Piacenza, operaio travolto e ucciso. I pm: "Non c'era nessuna protesta"

Investito da un tir, fermato l'autista: ha rischiato il linciaggio

Un operaio egiziano di 53 anni è stato travolto e ucciso ieri intorno alle 23:45 da un camion all'esterno dell'azienda Gls, corriere espresso con sedi in varie citta'. L'autista, 43 anni, e' poi sfuggito per un soffio al linciaggio degli altri operai prima di essere fermato dalla Polizia: è già stato rilasciato ed è indagato a piede libero per omicidio stradale. I soccorritori del 118 hanno tentato le manovre di rianimazione ma l'operaio, padre di cinque figli e aderente al sindacato Usb, e' deceduto sul posto. 

La ricostruzione della procura - "Quando è avvenuto l'incidente non era in atto alcuna manifestazione all'ingresso della Gls", ha precisato il capo della procura di Piacenza Salvatore Cappelleri. "Quando il Tir è uscito dalla ditta, dopo le regolari operazioni di carico, ha effettuato una manovra di svolta a destra. Inoltre escludiamo categoricamente che qualche preposto della Gls abbia incitato l'autista a partire. Davanti ai cancelli in quel momento non vi era alcuna manifestazione di protesta o alcun blocco da parte degli operai, che erano ancora in attesa di conoscere l'esito dell'incontro tra la rappresentanza sindacale e l'azienda. Allo stato attuale delle indagini riteniamo che l'autista non si sia accorto di aver investito l'uomo che è stato visto correre da solo incontro al camion che stava facendo manovra. Per questo si è deciso di rilasciare l'autista che, tra l'altro, è anche risultato negativo ai test di accertamento per le sostanze stupefacenti e l'alcol".

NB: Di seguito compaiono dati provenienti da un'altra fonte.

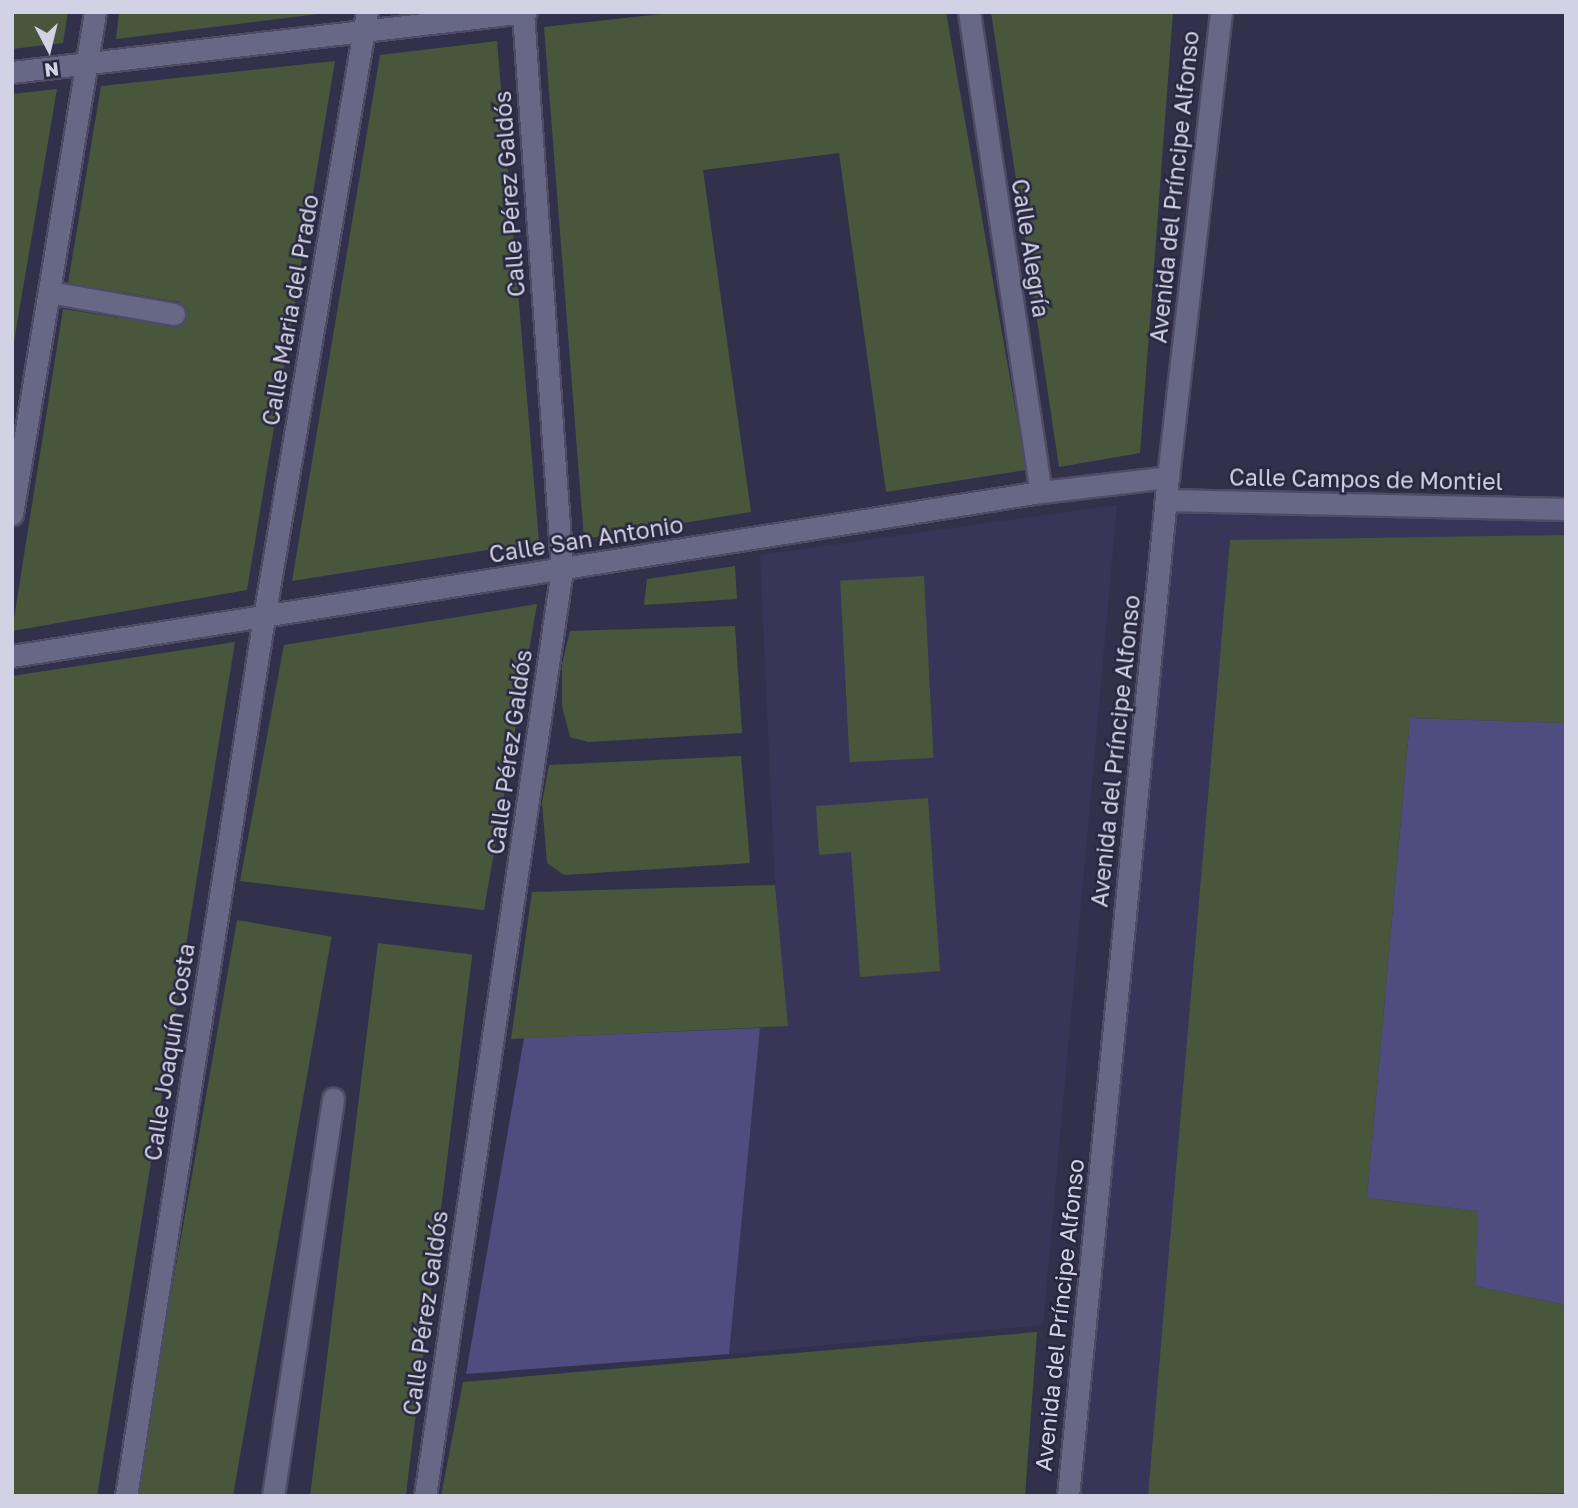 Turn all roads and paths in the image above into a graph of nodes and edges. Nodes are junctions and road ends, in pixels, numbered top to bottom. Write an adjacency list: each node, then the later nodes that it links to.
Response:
1 (95, 12): 6 (street)
2 (524, 12): 5 (street); 15 (street, Calle Pérez Galdós)
3 (969, 12): 11 (street, Calle Alegría)
4 (1221, 12): 10 (street, Avenida del Príncipe Alfonso)
5 (366, 22): 6 (street); 16 (street, Calle Maria del Prado)
6 (87, 63): 7 (street); 8 (street)
7 (12, 72)
8 (49, 292): 9 (street); 14 (street)
9 (174, 314)
10 (1168, 477): 11 (street, Calle San Antonio); 12 (street, Avenida del Príncipe Alfonso)
11 (1041, 492): 15 (street, Calle San Antonio)
12 (1166, 500): 13 (street, Calle Campos de Montiel); 22 (street, Avenida del Príncipe Alfonso)
13 (1566, 509)
14 (12, 514)
15 (562, 569): 16 (street, Calle San Antonio); 21 (street, Calle Pérez Galdós)
16 (264, 617): 17 (street, Calle San Antonio); 19 (street, Calle Joaquín Costa)
17 (12, 656)
18 (333, 1098): 20 (street)
19 (126, 1496)
20 (273, 1496)
21 (425, 1496)
22 (1068, 1496) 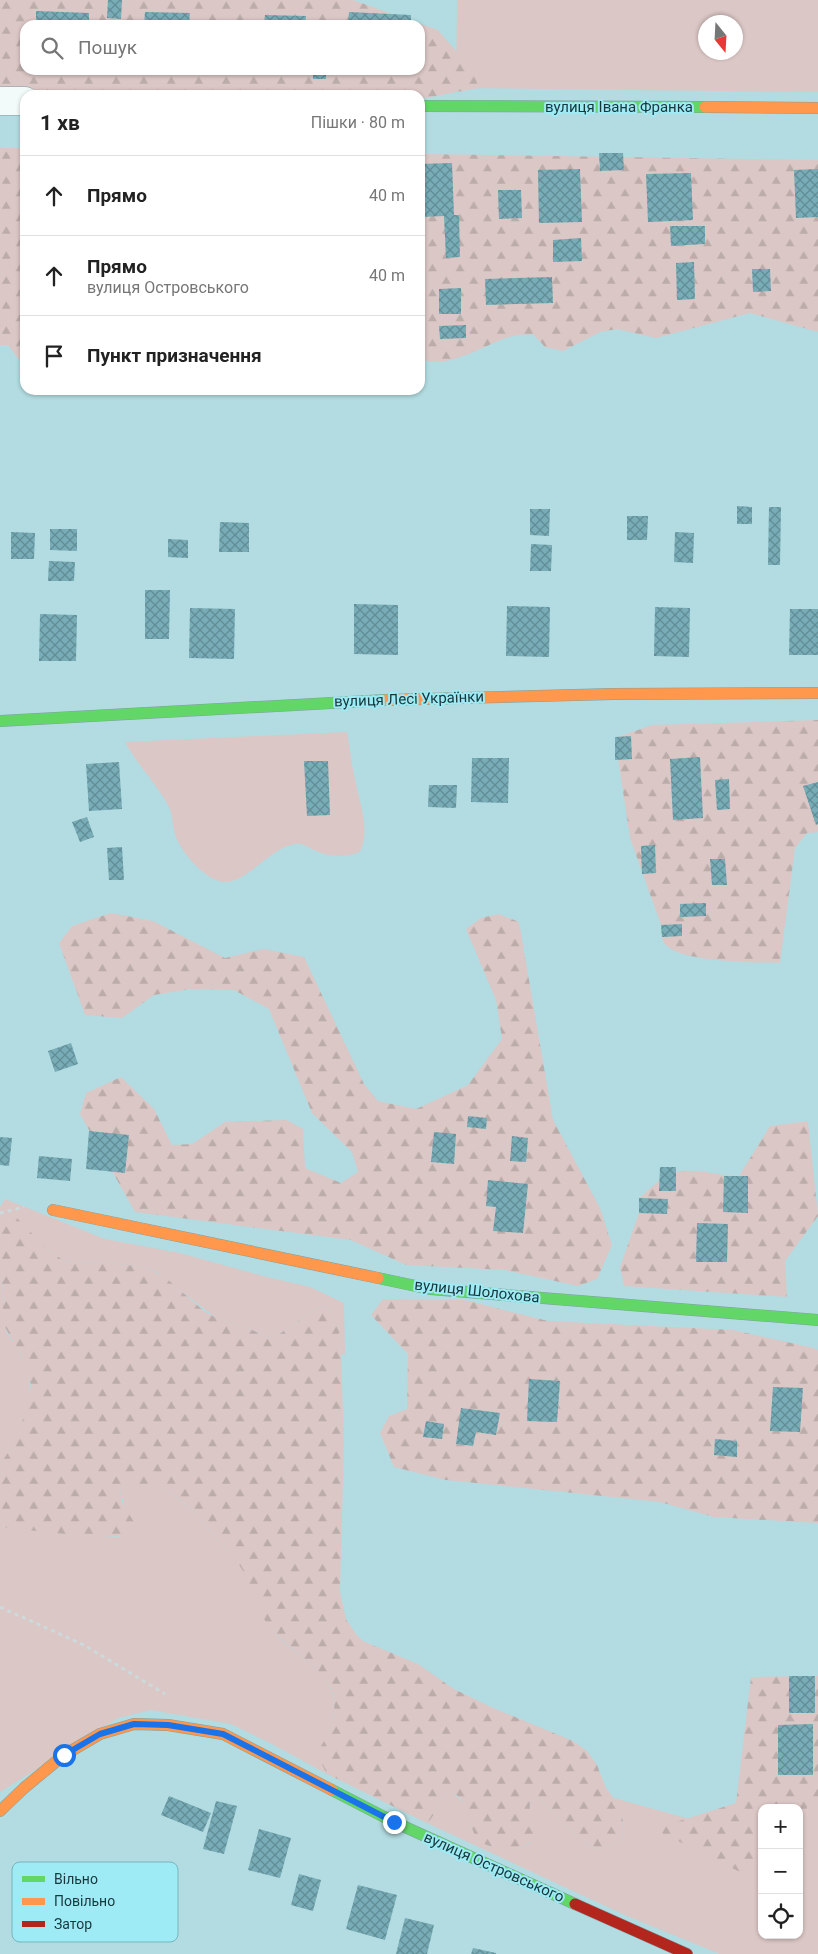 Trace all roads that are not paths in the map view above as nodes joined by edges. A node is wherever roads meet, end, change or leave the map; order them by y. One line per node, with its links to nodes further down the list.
1 (0, 101): 2 (street)
2 (20, 101)
3 (425, 106): 4 (street, вулиця Івана Франка)
4 (818, 108)
5 (818, 694): 6 (street, вулиця Лесі Українки)
6 (0, 721)
7 (53, 1210): 8 (street, вулиця Шолохова)
8 (818, 1320)
9 (0, 1812): 10 (street, вулиця Островського)
10 (687, 1954)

L'accusa dell'Usb - "Il conducente del camion che ha travolto e ucciso il nostro lavoratore e' stato incitato a forzare il picchetto da un addetto vicino all'azienda". Lo ha riferito Riccardo Germani, di Usb, presente alla manifestazione. "Gli urlavano 'parti, vai!' - ha raccontato - e quello e' partito investendo il nostro aderente".

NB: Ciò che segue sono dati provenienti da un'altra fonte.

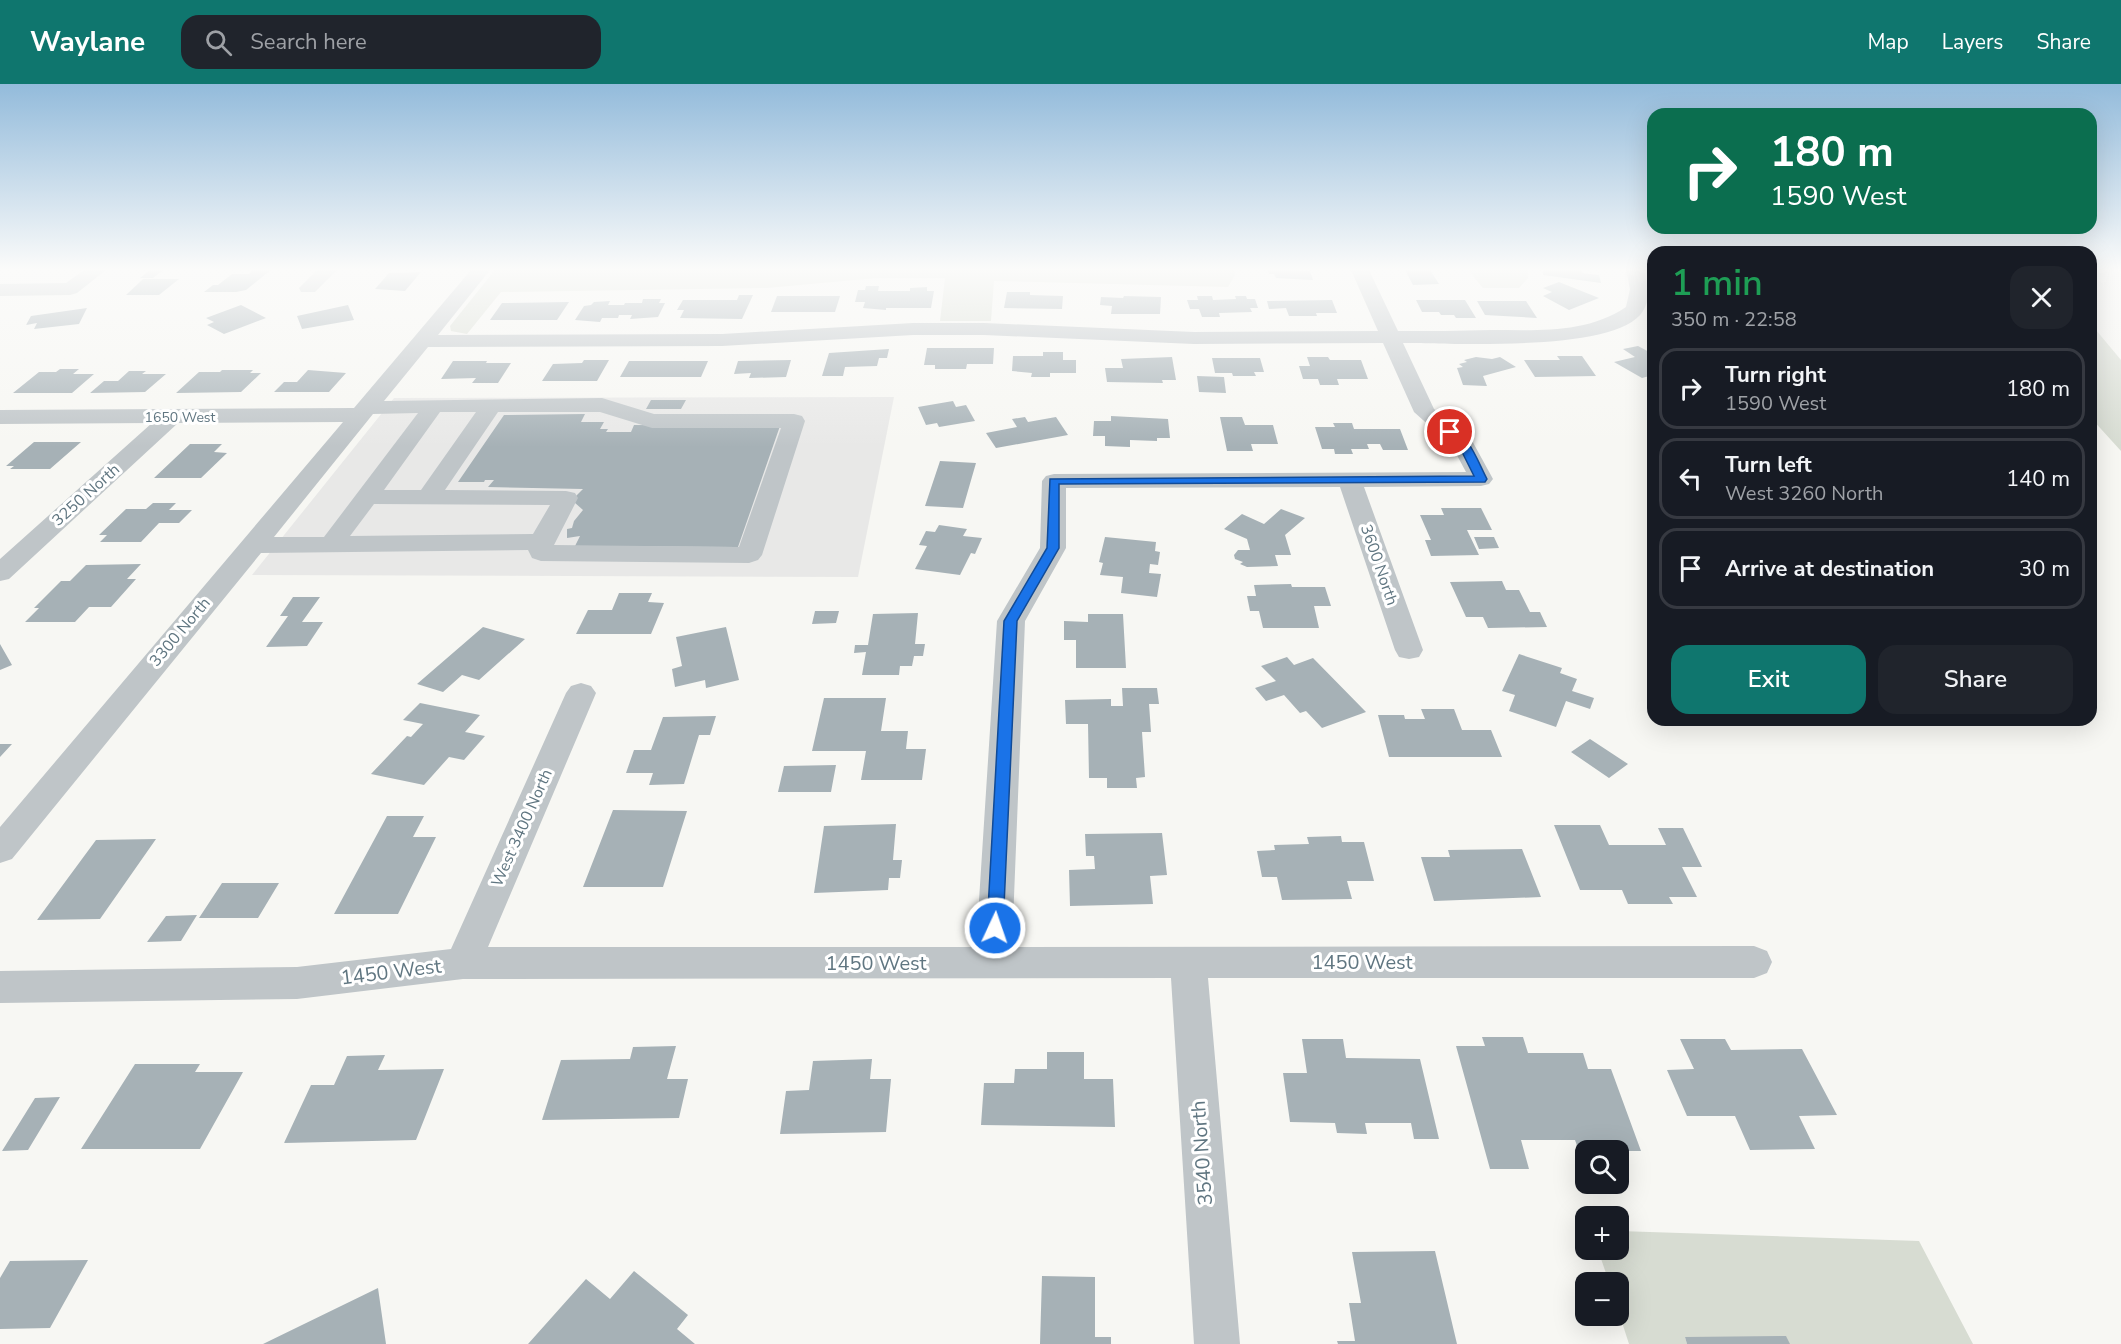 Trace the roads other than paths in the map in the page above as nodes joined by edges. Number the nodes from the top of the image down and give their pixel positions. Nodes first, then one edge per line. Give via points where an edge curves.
1 (433, 329) edge
2 (1388, 329) edge
3 (1597, 329) edge
4 (1392, 337) junction
5 (423, 341) junction
6 (492, 405) junction
7 (434, 406) junction
8 (366, 408) junction
9 (0, 417) edge
10 (171, 417) junction
11 (1350, 480) junction
12 (367, 497) junction
13 (428, 498) junction
14 (541, 542) junction
15 (330, 544) junction
16 (252, 545) junction
17 (0, 573) edge
18 (1408, 650) dead end
19 (581, 693) dead end
20 (0, 850) edge
21 (993, 962) junction
22 (1188, 962) junction
23 (1754, 962) dead end
24 (463, 963) junction
25 (0, 987) edge
26 (1217, 1344) edge

1 - 5 street, 3300 North
2 - 4 street
3 - 4 street via 1552,336
4 - 5 street via 1194,338 913,329 722,340
4 - 11 street via 1425,412 1462,442 1481,479
5 - 8 street, 3300 North
6 - 7 street, 1650 West
6 - 13 street
6 - 14 street, 1650 West via 602,405 652,421 795,421 749,555 541,553
7 - 8 street, 1650 West
7 - 12 street
8 - 10 street, 1650 West
8 - 16 street, 3300 North
9 - 10 street, 1650 West
10 - 17 street, 3250 North
11 - 18 street, 3600 North
11 - 21 street via 1054,481 1053,548 1011,621
12 - 13 street
12 - 15 street
13 - 14 street via 566,498
14 - 15 street
15 - 16 street
16 - 20 street, 3300 North
19 - 24 street, West 3400 North
21 - 22 street, 1450 West
21 - 24 street, 1450 West
22 - 23 street, 1450 West
22 - 26 street, 3540 North
24 - 25 street, 1450 West via 297,983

"'Ammazzateci tutti' è il grido dei lavoratori della logistica di Piacenza. Un nostro compagno, un nostro fratello è stato assassinato durante il presidio e lo sciopero dei lavoratori della SEAM, ditta in appalto della GLS questa notte davanti ai magazzini dell’azienda. Il gravissimo fatto è l’epilogo di una serata di gravi tensioni, la USB aveva indetto una assemblea dei lavoratori per discutere del mancato rispetto degli accordi sottoscritti sulle assunzioni dei precari a tempo determinato", ha scritto il sindacato Usb.

"Di fronte al comportamento dell’azienda i lavoratori, che erano rimasti in presidio davanti ai cancelli, hanno iniziato lo sciopero immediato - prosegue la ricostruzione di Usb - Proprio durante azione di sciopero, un lavoratore, padre di 5 figli e impiegato nell’azienda dal 2003, è stato assassinato, sotto lo sguardo degli agenti di polizia da un camion in corsa che ha forzato il blocco. La testimonianza dei ricatti e dei soprusi che subiscono i lavoratori della logistica".